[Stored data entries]
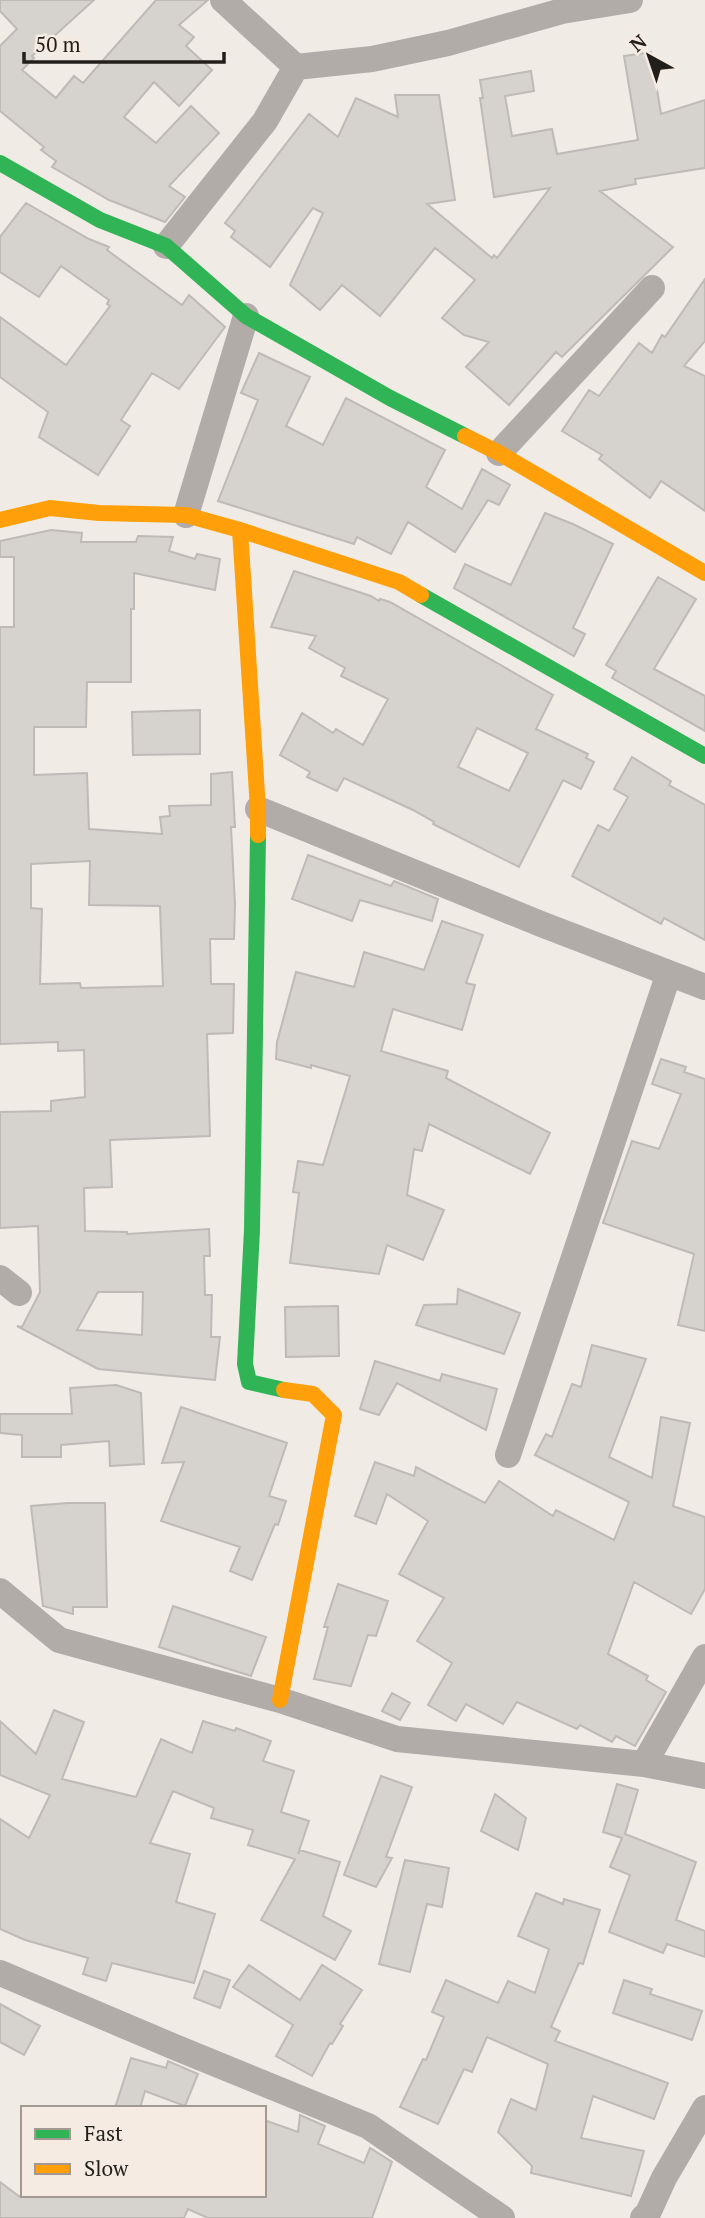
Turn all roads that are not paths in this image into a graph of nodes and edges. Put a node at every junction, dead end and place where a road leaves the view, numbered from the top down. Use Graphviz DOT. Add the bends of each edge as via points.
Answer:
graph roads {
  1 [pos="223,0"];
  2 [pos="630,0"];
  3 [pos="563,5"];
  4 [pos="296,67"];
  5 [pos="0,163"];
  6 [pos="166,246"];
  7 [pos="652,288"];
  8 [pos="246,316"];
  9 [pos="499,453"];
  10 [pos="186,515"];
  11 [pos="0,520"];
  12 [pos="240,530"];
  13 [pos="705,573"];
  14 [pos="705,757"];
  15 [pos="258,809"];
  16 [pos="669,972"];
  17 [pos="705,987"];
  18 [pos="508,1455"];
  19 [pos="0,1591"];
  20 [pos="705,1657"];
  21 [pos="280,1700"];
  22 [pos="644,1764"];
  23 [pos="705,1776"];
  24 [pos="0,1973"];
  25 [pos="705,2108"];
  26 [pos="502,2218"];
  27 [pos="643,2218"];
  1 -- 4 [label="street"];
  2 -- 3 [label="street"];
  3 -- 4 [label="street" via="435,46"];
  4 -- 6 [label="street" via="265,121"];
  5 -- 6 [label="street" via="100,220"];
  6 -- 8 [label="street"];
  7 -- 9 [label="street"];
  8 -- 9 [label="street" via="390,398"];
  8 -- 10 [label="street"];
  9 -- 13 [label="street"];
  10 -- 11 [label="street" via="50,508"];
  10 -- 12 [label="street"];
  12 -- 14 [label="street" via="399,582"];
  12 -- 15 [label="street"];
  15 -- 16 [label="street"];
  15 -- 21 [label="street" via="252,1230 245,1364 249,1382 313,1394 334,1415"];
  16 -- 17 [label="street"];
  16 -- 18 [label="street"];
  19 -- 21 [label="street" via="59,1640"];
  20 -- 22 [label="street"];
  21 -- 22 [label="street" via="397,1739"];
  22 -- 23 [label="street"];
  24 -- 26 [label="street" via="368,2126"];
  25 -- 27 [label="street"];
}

__WORK REQUEST__: Transcribe every entry word for word, but omit the pictures.

__RESULT FOR THIS EXERCISE__:
Turn all roads that are not paths in this image into a graph of nodes and edges. Put a node at every junction, dead end and place where a road leaves the view, numbered from the top down. Use Graphviz DOT. Add the bends of each edge as via points.
Answer:
graph roads {
  1 [pos="223,0"];
  2 [pos="630,0"];
  3 [pos="563,5"];
  4 [pos="296,67"];
  5 [pos="0,163"];
  6 [pos="166,246"];
  7 [pos="652,288"];
  8 [pos="246,316"];
  9 [pos="499,453"];
  10 [pos="186,515"];
  11 [pos="0,520"];
  12 [pos="240,530"];
  13 [pos="705,573"];
  14 [pos="705,757"];
  15 [pos="258,809"];
  16 [pos="669,972"];
  17 [pos="705,987"];
  18 [pos="508,1455"];
  19 [pos="0,1591"];
  20 [pos="705,1657"];
  21 [pos="280,1700"];
  22 [pos="644,1764"];
  23 [pos="705,1776"];
  24 [pos="0,1973"];
  25 [pos="705,2108"];
  26 [pos="502,2218"];
  27 [pos="643,2218"];
  1 -- 4 [label="street"];
  2 -- 3 [label="street"];
  3 -- 4 [label="street" via="435,46"];
  4 -- 6 [label="street" via="265,121"];
  5 -- 6 [label="street" via="100,220"];
  6 -- 8 [label="street"];
  7 -- 9 [label="street"];
  8 -- 9 [label="street" via="390,398"];
  8 -- 10 [label="street"];
  9 -- 13 [label="street"];
  10 -- 11 [label="street" via="50,508"];
  10 -- 12 [label="street"];
  12 -- 14 [label="street" via="399,582"];
  12 -- 15 [label="street"];
  15 -- 16 [label="street"];
  15 -- 21 [label="street" via="252,1230 245,1364 249,1382 313,1394 334,1415"];
  16 -- 17 [label="street"];
  16 -- 18 [label="street"];
  19 -- 21 [label="street" via="59,1640"];
  20 -- 22 [label="street"];
  21 -- 22 [label="street" via="397,1739"];
  22 -- 23 [label="street"];
  24 -- 26 [label="street" via="368,2126"];
  25 -- 27 [label="street"];
}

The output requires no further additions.